Currently, the majority of pneumococcal meningitis cases in countries with established PCV programs are due to serotypes that will be included in next-generation PCVs: 15-valent (PCV15; i.e., PCV13 serotypes + 22F and 33F), 20-valent 39
PCV15 has been estimated to cover an additional 36% to PCV10 coverage of meningitis cases <5 years of age compared to an additional 7% of cases at PCV13 sites. PCV20 and PCV24 are expected to cover an additional 49%–59% at PCV10 sites and an additional 43%–47% at PCV13 sites. PCV15 and PCV20 are expected to be licensed for pediatric use within the next 12 months.40
However, current third-generation PCVs do not include certain important serotypes, notably 24F, 23B, and 23A, which together are responsible for 10% to 12% of pneumococcal meningitis cases in PCV10 and PCV13 settings in different groups. old.40 The new 21-valent PCV (serotypes 3, 6A/C, 7F, 8, 9N, 10A, 11Α, 12F, 15Α, 15B/C, 16F, 17F, 19A, 20, 22F, 23A, 23B, 24F, 31, 33F and 35B) will enter Phase 3 studies in adults in 2022.45 Additionally, 25- and 30-valent vaccines are currently being developed.

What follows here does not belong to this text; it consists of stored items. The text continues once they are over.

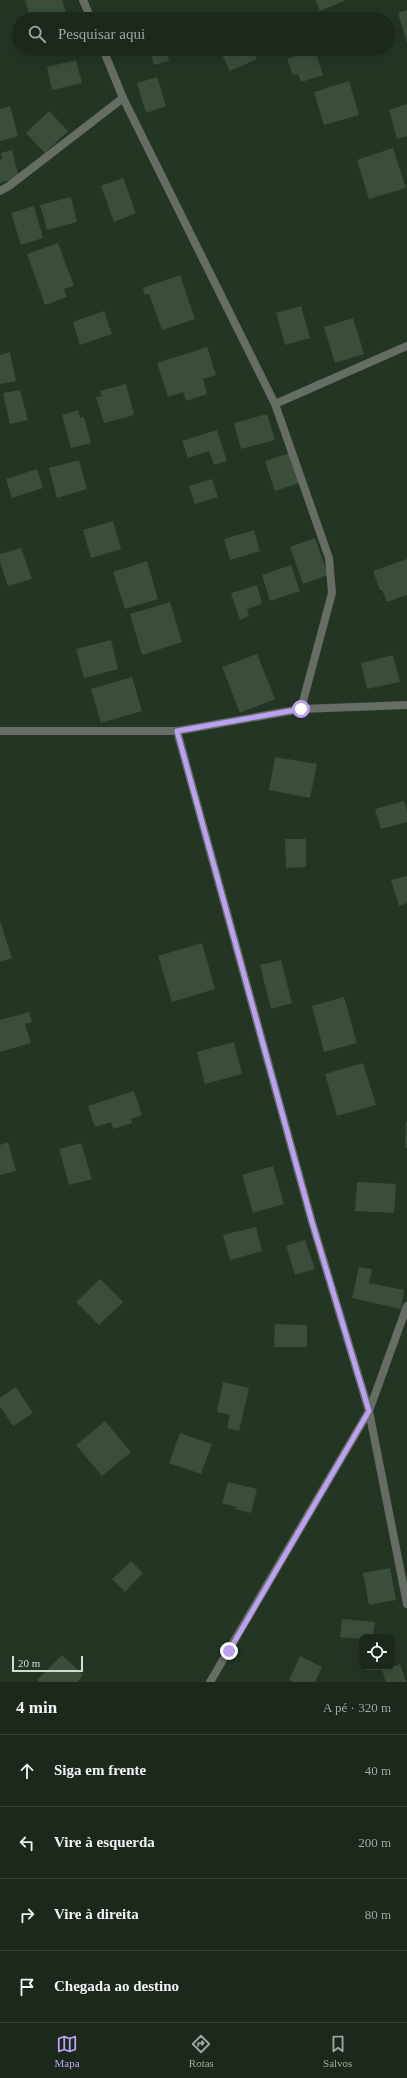 <!DOCTYPE html>
<html lang="pt">
<meta charset="utf-8">
<style>
body{margin:0;font-family:Georgia,serif;background:#243024;color:#f1f3f6}
.controls{position:absolute;right:12px;bottom:12px;display:grid;overflow:hidden;border-radius:8px;box-shadow:0 4px 16px #0002}
.controls button{width:36px;height:36px;display:grid;place-items:center;padding:0;border:0;border-bottom:1px solid #39443a;background:#1b281b;color:#f1f3f6;font:20px sans-serif}
.scale{position:absolute;left:12px;bottom:10px;width:71px;box-sizing:border-box;padding-left:4px;border:2px solid #d2ddd2;border-top:0;font-size:11px;line-height:14px;white-space:nowrap;color:#d2ddd2;-webkit-text-stroke:3px #243524;paint-order:stroke}
.stop{position:absolute;width:12px;height:12px;margin:-9px;border:3px solid #bca0f2;border-radius:50%;background:#fff}
.stop.end{background:#bca0f2;border-color:#fff;box-shadow:0 1px 4px #0008}
.list{margin:0;padding:0;list-style:none}
h2{display:flex;justify-content:space-between;align-items:center;height:52px;margin:0;padding:0 16px;font-size:17px}
h2 small{font-size:13px;font-weight:400;color:#a0a6a3}
.list li{display:grid;grid-template-columns:26px 1fr auto;gap:12px;align-items:center;box-sizing:border-box;height:72px;padding:0 16px;border-top:1px solid #39443a}
.list b{display:block;font-size:15px;white-space:nowrap}
.list em{font-size:13px;font-style:normal;color:#a0a6a3}
.icon{flex:none;width:22px;height:22px;fill:none;stroke:currentColor;stroke-width:2;stroke-linecap:round;stroke-linejoin:round}
.map{position:relative;flex:none;width:407px;height:1682px;overflow:hidden}
.search{position:absolute;background:#1b281b;box-shadow:0 4px 16px #0002;left:12px;right:12px;top:12px;height:44px;display:flex;align-items:center;gap:10px;box-sizing:border-box;padding:0 14px;border-radius:22px;color:#a0a6a3;font-size:15px}
.sheet{height:340px;background:#1b281b}
nav{display:flex;justify-content:space-around;align-items:center;box-sizing:border-box;height:56px;border-top:1px solid #39443a;background:#1b281b;font-size:11px;color:#a0a6a3}
nav a{display:grid;justify-items:center;gap:2px}
nav .on{color:#bca0f2}
.map>svg:first-child{display:block}
</style>
<div class="map">
<svg width="407" height="1682" viewBox="0 0 407 1682">
<rect width="100%" height="100%" fill="#243524"/>
<g fill="#3b4d3b">
<path d="M29 0H62L68 19H31L25 1Z"/>
<path d="M315 0H346L320 11Z"/>
<path d="M407 10V43L398 13Z"/>
<path d="M149 49H166L169 61 154 65Z"/>
<path d="M219 49H252L257 59 230 71Z"/>
<path d="M315 50 323 75 301 82 298 74 293 75 287 59Z"/>
<path d="M76 60 82 83 52 90 47 67Z"/>
<path d="M157 77 166 106 146 113 137 83Z"/>
<path d="M349 81 359 115 324 125 314 92Z"/>
<path d="M407 104V136L397 139 389 110Z"/>
<path d="M10 106 18 136 0 141V109Z"/>
<path d="M49 111 68 131 45 153 26 133Z"/>
<path d="M393 148 406 188 369 199 357 160Z"/>
<path d="M12 150 19 178 0 183V160L2 159 1 153Z"/>
<path d="M123 178 136 213 114 222 101 186Z"/>
<path d="M71 197 77 222 47 230 40 205Z"/>
<path d="M34 206 43 238 21 245 11 213Z"/>
<path d="M58 243 74 286 64 289 67 297 45 305 27 254Z"/>
<path d="M180 275 195 319 162 330 149 294 145 295 143 288Z"/>
<path d="M301 306 310 338 285 345 276 313Z"/>
<path d="M104 311 112 334 80 345 73 322Z"/>
<path d="M353 318 364 354 335 363 324 327Z"/>
<path d="M207 347 216 375 203 379 207 394 186 401 183 392 168 397 157 363Z"/>
<path d="M10 352 16 381 0 384V355Z"/>
<path d="M126 384 134 415 104 423 96 397 102 396 100 391Z"/>
<path d="M20 390 28 420 10 424 3 393Z"/>
<path d="M78 410 80 418 84 417 91 443 71 448 62 415Z"/>
<path d="M267 414 275 440 241 449 234 423Z"/>
<path d="M217 430 227 461 214 465 209 451 188 458 182 441Z"/>
<path d="M290 453 299 483 275 491 265 461Z"/>
<path d="M79 460 87 489 57 498 49 468Z"/>
<path d="M37 469 43 488 12 498 6 479Z"/>
<path d="M212 479 218 497 195 504 189 486Z"/>
<path d="M113 521 121 549 91 558 83 530Z"/>
<path d="M254 530 260 551 230 560 224 539Z"/>
<path d="M315 538 328 575 303 584 290 547Z"/>
<path d="M21 548 32 579 8 586 0 562V554Z"/>
<path d="M407 559V595L387 602 382 590H380L373 571Z"/>
<path d="M147 561 158 599 125 609 113 572Z"/>
<path d="M291 565 300 591 270 601 262 575Z"/>
<path d="M257 585 262 604 247 609 249 616 240 620 231 593Z"/>
<path d="M170 602 182 642 142 655 130 614Z"/>
<path d="M111 640 118 669 84 678 76 649Z"/>
<path d="M257 654 275 699 240 713 222 667Z"/>
<path d="M393 655 400 682 367 689 361 663Z"/>
<path d="M132 677 142 711 101 723 91 689Z"/>
<path d="M275 757 317 764 310 798 269 790Z"/>
<path d="M404 801 407 811V822L381 829 375 809Z"/>
<path d="M285 839H306V867L286 868Z"/>
<path d="M407 876V903L399 906 391 880Z"/>
<path d="M0 921 12 958 0 962Z"/>
<path d="M202 943 215 989 172 1002 158 956Z"/>
<path d="M281 960 292 1003 271 1009 260 965Z"/>
<path d="M344 997 357 1043 324 1052 312 1006Z"/>
<path d="M29 1012 32 1022 25 1024 31 1043 0 1052V1020Z"/>
<path d="M234 1042 242 1074 205 1084 197 1052Z"/>
<path d="M363 1063 376 1105 337 1116 325 1074Z"/>
<path d="M134 1091 142 1115 131 1119 132 1123 113 1129 111 1122 95 1127 88 1106Z"/>
<path d="M406 1121H407V1148H405Z"/>
<path d="M8 1142 16 1171 0 1175V1145Z"/>
<path d="M81 1143 92 1179 69 1185 59 1149Z"/>
<path d="M273 1166 284 1204 253 1213 242 1175Z"/>
<path d="M357 1182 396 1184 394 1213 355 1211Z"/>
<path d="M256 1227 262 1251 230 1260 223 1235Z"/>
<path d="M305 1240 315 1269 295 1275 286 1246Z"/>
<path d="M359 1267 372 1269 369 1283 404 1290 401 1309 352 1298Z"/>
<path d="M100 1279 123 1302 99 1325 76 1302Z"/>
<path d="M275 1324 307 1325V1347H274Z"/>
<path d="M223 1382 249 1388 239 1431 227 1428 230 1415 217 1412Z"/>
<path d="M16 1387 33 1413 13 1426 0 1406V1398Z"/>
<path d="M105 1421 131 1452 102 1476 76 1445Z"/>
<path d="M180 1433 212 1444 201 1474 169 1463Z"/>
<path d="M228 1482 257 1489 251 1513 235 1509 236 1507 222 1503Z"/>
<path d="M131 1561 143 1573 125 1592 112 1579Z"/>
<path d="M390 1568 396 1600 369 1605 363 1573Z"/>
<path d="M342 1619 375 1622 373 1637H362V1639L340 1637Z"/>
<path d="M62 1655 83 1675 77 1682H39L37 1680Z"/>
<path d="M300 1656 322 1667 315 1682H293L289 1680Z"/>
<path d="M400 1664 406 1682H386L382 1670Z"/>
</g>
<g fill="none" stroke-linecap="round" stroke-linejoin="round">
<g stroke="#656d65" stroke-width="8">
<path d="M83 0 91 19"/>
<path d="M103 49 123 98 275 404 329 558 332 593 301 709"/>
<path d="M0 191 9 186 123 98"/>
<path d="M275 404 407 346"/>
<path d="M0 731H177L301 709 407 705"/>
<path d="M177 731 312 1222 369 1411 407 1604"/>
<path d="M210 1682 369 1411 407 1306"/>
</g>
</g>
<g fill="none" stroke-linecap="round" stroke-linejoin="round">
<path stroke="#bca0f2" stroke-width="5" d="M229 1651 369 1411 312 1222 177 731 301 709"/>
</g>
</svg>
<div class="controls">
<button><svg class="icon" aria-label="locate" viewBox="0 0 24 24"><circle cx="12" cy="12" r="6"/><path d="M12 2v4M12 18v4M2 12h4M18 12h4"/></svg></button>
</div>
<div class="scale">20 m</div>
<div class="stop" style="left:301px;top:709px"></div>
<div class="stop end" style="left:229px;top:1651px"></div>
<div class="search"><svg class="icon" aria-label="search" viewBox="0 0 24 24"><circle cx="10" cy="10" r="6"/><path d="M15 15l6 6"/></svg>Pesquisar aqui</div>
</div>
<section class="sheet">
<h2>4 min<small>A pé · 320 m</small></h2>
<ul class="list">
<li><svg class="icon" aria-label="ahead" viewBox="0 0 24 24"><path d="M12 20V5M6 11l6-6 6 6"/></svg><div><b>Siga em frente</b></div><em>40 m</em></li>
<li><svg class="icon" aria-label="left" viewBox="0 0 24 24"><path d="M17 20v-9H6M10 6l-5 5 5 5"/></svg><div><b>Vire à esquerda</b></div><em>200 m</em></li>
<li><svg class="icon" aria-label="right" viewBox="0 0 24 24"><path d="M7 20v-9h11M14 6l5 5-5 5"/></svg><div><b>Vire à direita</b></div><em>80 m</em></li>
<li><svg class="icon" aria-label="arrive" viewBox="0 0 24 24"><path d="M6 21V4h12l-3 4 3 4H6"/></svg><div><b>Chegada ao destino</b></div></li>
</ul>
</section>
<nav>
<a class="on"><svg class="icon" aria-label="map" viewBox="0 0 24 24"><path d="M3 6l6-2 6 2 6-2v14l-6 2-6-2-6 2zM9 4v14M15 6v14"/></svg>Mapa</a>
<a><svg class="icon" aria-label="directions" viewBox="0 0 24 24"><path d="M12 3l9 9-9 9-9-9zM9 14v-3h6M13 9l2 2-2 2"/></svg>Rotas</a>
<a><svg class="icon" aria-label="saved" viewBox="0 0 24 24"><path d="M7 4h10v16l-5-4-5 4z"/></svg>Salvos</a>
</nav>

To overcome the need for expanded coverage and serotype replacement, the optimal solution is a non-serotype-specific vaccine, i.e., a protein-based or whole-cell pneumococcal vaccine.
Conclusions |
Over the past 3 decades, conjugate vaccines implemented in pediatric NIPs have greatly reduced the burden of meningitis globally. Due to herd protection, conjugate vaccines have also resulted in decreased incidence of meningitis in unvaccinated populations, including older children and adults. The magnitude of each vaccine’s effect on the development of herd immunity may differ depending on the schedule.
The effectiveness and duration of protection provided by vaccines based on the MenB protein are ongoing.
Taken together, these findings suggest that it is important to maintain careful surveillance and well-thought-out prevention strategies of the pathogens responsible for acute bacterial meningitis that are supported by robust global epidemiological studies.
Specific data on each pathogen’s characteristics, geographic incidence rates, and social development should be used to formulate and implement effective vaccination policies.
Comment |
Bacterial meningitis causes significant morbidity and mortality worldwide, especially in infants. In addition, those who survive may develop sequelae related to hearing loss, developmental delay, and poor school performance.
A large multicenter study showed that the most common etiological agents were Neisseria meningitidis and Streptococcus pneumoniae. Clinical diagnosis can be difficult, especially in infants who do not present classic signs or symptoms of the disease.
In most patients, it is not possible to reach an etiological diagnosis due to a combination of factors including prior administration of antibiotic treatment, lack of availability of diagnostic tests, and technical difficulties in diagnosing certain pathogens.
Polysaccharide vaccines that offer protection against pneumococcus, meningococcus, or H. influenzae type b have been available for decades. However, its widespread use was limited by certain disadvantages that have been overcome by the development of polysaccharide conjugate vaccines.